= DESCRIPTION OF THE TASK =
Lines with the word "ANNERLEY" are the answer; copy each of them from the data below.

= Saved data entries =
******

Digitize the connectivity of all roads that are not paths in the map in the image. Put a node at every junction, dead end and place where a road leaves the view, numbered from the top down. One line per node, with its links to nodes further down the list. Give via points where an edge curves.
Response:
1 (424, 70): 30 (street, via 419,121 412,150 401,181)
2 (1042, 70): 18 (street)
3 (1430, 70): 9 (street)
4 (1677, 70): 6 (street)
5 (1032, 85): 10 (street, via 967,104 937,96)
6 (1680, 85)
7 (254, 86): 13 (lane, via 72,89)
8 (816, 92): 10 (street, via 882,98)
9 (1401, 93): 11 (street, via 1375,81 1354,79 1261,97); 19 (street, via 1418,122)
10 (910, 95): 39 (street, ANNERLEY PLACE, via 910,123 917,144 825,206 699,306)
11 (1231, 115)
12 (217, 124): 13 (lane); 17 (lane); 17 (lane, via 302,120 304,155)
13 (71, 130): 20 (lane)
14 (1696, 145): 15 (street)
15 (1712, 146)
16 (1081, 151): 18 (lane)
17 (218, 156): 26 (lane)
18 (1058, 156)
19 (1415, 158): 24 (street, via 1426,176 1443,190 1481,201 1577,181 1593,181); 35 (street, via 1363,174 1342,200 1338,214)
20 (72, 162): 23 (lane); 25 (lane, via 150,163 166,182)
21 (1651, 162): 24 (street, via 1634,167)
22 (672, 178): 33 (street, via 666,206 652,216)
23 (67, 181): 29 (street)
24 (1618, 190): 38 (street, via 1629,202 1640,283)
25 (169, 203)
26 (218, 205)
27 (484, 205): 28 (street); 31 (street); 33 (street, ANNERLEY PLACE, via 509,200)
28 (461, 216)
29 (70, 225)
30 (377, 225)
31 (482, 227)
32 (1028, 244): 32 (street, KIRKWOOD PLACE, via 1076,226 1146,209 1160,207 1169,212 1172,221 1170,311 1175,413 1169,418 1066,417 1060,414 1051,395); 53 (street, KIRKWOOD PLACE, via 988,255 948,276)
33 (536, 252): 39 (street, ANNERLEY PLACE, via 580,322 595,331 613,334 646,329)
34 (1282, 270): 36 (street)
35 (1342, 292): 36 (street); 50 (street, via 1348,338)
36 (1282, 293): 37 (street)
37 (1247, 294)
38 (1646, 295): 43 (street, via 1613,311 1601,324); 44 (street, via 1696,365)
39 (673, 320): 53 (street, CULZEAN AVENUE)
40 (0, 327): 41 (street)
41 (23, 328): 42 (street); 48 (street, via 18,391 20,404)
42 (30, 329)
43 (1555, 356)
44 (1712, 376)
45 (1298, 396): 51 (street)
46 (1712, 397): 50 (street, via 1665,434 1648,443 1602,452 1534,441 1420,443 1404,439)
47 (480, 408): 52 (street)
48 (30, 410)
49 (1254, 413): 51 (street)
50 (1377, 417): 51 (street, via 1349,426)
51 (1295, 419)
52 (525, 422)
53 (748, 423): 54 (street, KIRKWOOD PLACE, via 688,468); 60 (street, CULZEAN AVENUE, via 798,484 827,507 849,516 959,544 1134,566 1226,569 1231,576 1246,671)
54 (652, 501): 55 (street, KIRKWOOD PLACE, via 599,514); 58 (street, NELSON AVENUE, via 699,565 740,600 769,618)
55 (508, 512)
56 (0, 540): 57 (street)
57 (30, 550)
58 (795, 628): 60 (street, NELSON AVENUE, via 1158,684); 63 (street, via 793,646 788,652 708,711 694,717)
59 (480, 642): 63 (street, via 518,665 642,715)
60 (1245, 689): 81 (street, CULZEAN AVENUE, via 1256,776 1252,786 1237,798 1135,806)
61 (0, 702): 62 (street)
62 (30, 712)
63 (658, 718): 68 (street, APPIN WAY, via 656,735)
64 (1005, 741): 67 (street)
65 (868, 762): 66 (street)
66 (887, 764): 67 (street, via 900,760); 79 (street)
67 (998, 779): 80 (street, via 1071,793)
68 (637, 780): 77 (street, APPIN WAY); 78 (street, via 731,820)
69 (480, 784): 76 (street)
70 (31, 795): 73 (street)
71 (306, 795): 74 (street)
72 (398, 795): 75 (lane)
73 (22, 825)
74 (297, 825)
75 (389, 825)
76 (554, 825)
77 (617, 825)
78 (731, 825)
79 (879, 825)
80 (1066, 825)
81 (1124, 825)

******

= EXPECTED ANSWER =
10 (910, 95): 39 (street, ANNERLEY PLACE, via 910,123 917,144 825,206 699,306)
27 (484, 205): 28 (street); 31 (street); 33 (street, ANNERLEY PLACE, via 509,200)
33 (536, 252): 39 (street, ANNERLEY PLACE, via 580,322 595,331 613,334 646,329)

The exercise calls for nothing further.